* Q3 net profit 93 mln shekels vs 140 mln in Q3 2011
* Gas production at Mari B well declined significantly
JERUSALEM Nov 29 Israeli conglomerate Delek
Group reported on Thursday a drop in quarterly
profit, hurt by a continued decline in natural gas production.
Delek's net profit fell to 93 million shekels ($24 million)
in the third quarter from 140 million a year earlier. Revenue in
the quarter rose 24 percent to 18.9 billion shekels.
"A significant decline in natural gas production due to the
depletion of the Mari B reservoir continued," Delek said.

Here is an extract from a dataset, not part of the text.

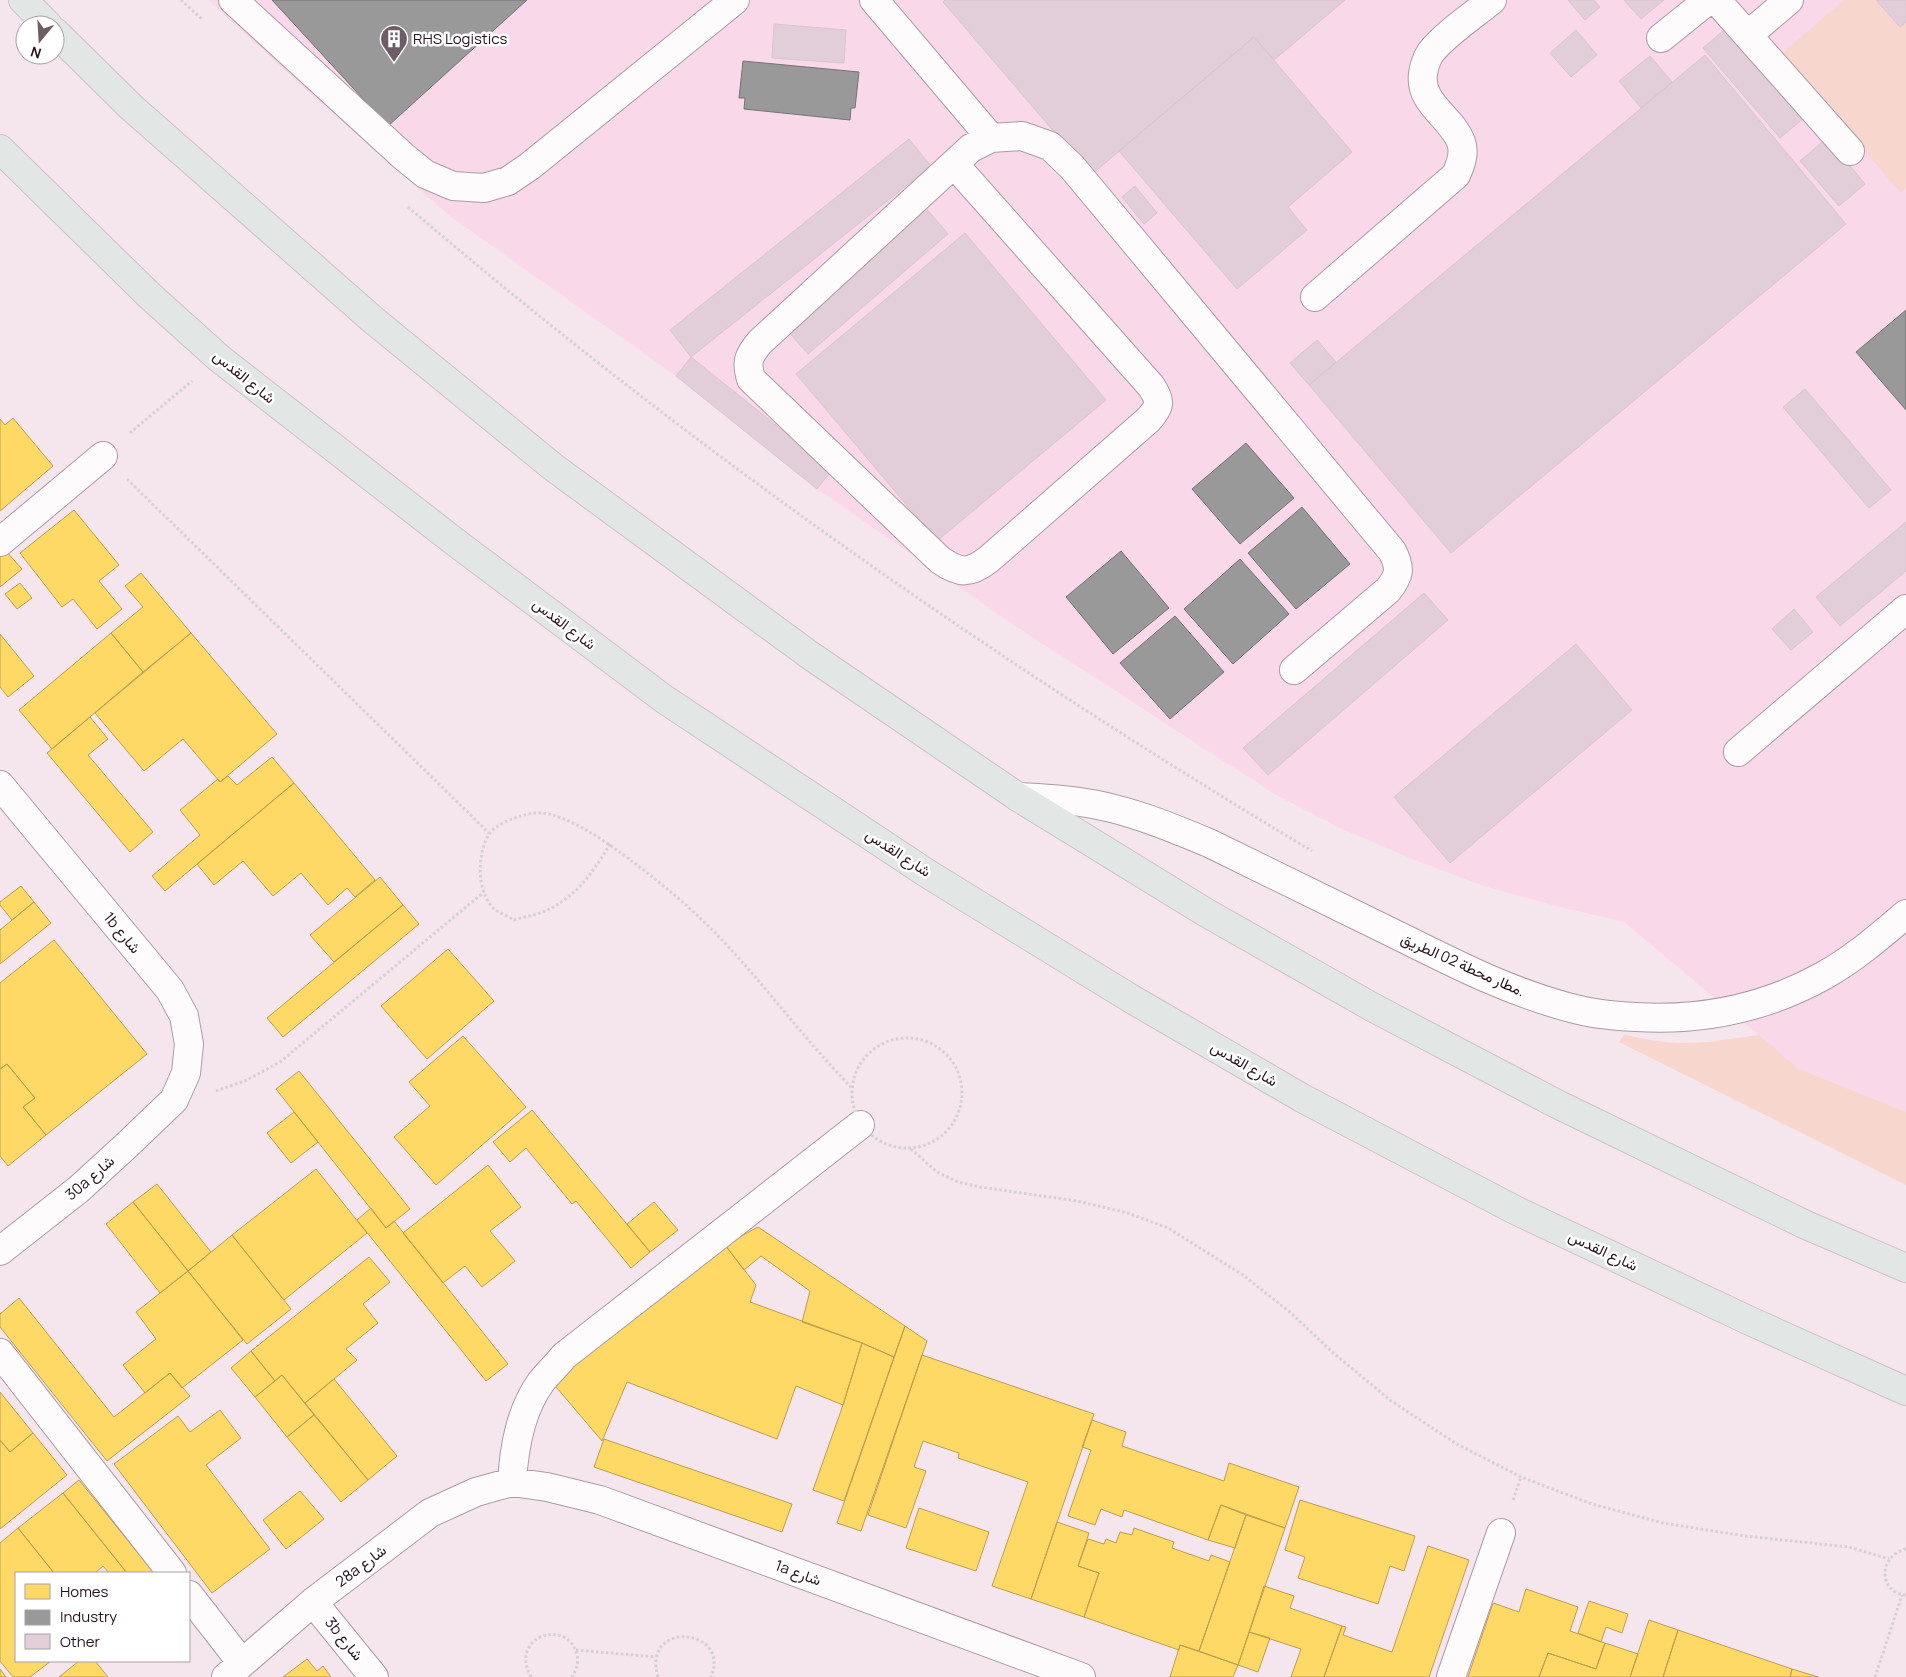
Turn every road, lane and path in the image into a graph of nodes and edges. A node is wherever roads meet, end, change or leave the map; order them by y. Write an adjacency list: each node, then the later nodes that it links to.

Oil and gas production contributed a 31 million shekel loss
to Delek in the July-September period compared with a 68 million
shekel gain a year ago.
Egyptian state-owned companies earlier this year stopped gas
sales to Israel, part of a 20-year deal, following a year of
sabotage and pipeline attacks that had already disrupted
supplies. Egypt had supplied 40 percent of Israel's gas needs.
As a result Israel had to rely solely on Israeli gas from
the Mari B well. But that well is rapidly depleting so
production has been limited until the large Tamar prospect comes
online next year.
In late June, gas began flowing from two smaller wells, Noa
and Pinnacles, reducing the impact of the decline in gas supply
from Mari B.
Tamar, with an estimated 9.7 trillion cubic feet of
reserves, is owned mainly by U.S.-based Noble Energy and
Delek units Delek Drilling and Avner Oil Exploration
. Delek said Tamar remains on track for production in
the first half of 2013.
Delek's bottom line was helped by higher profit from its
U.S. fuel operations. In September, Delek sold a 5.05 percent
stake in Delek US Holdings. Last week it sold another 3.7
percent for $57 million and still holds 53 percent.
Delek also posted a gain from its insurance and finance
operations versus a year-earlier loss.
Delek said it would pay a third-quarter dividend of 5.71
shekels a share, or a total of 65 million shekels, down from
7.03 shekels for the second quarter.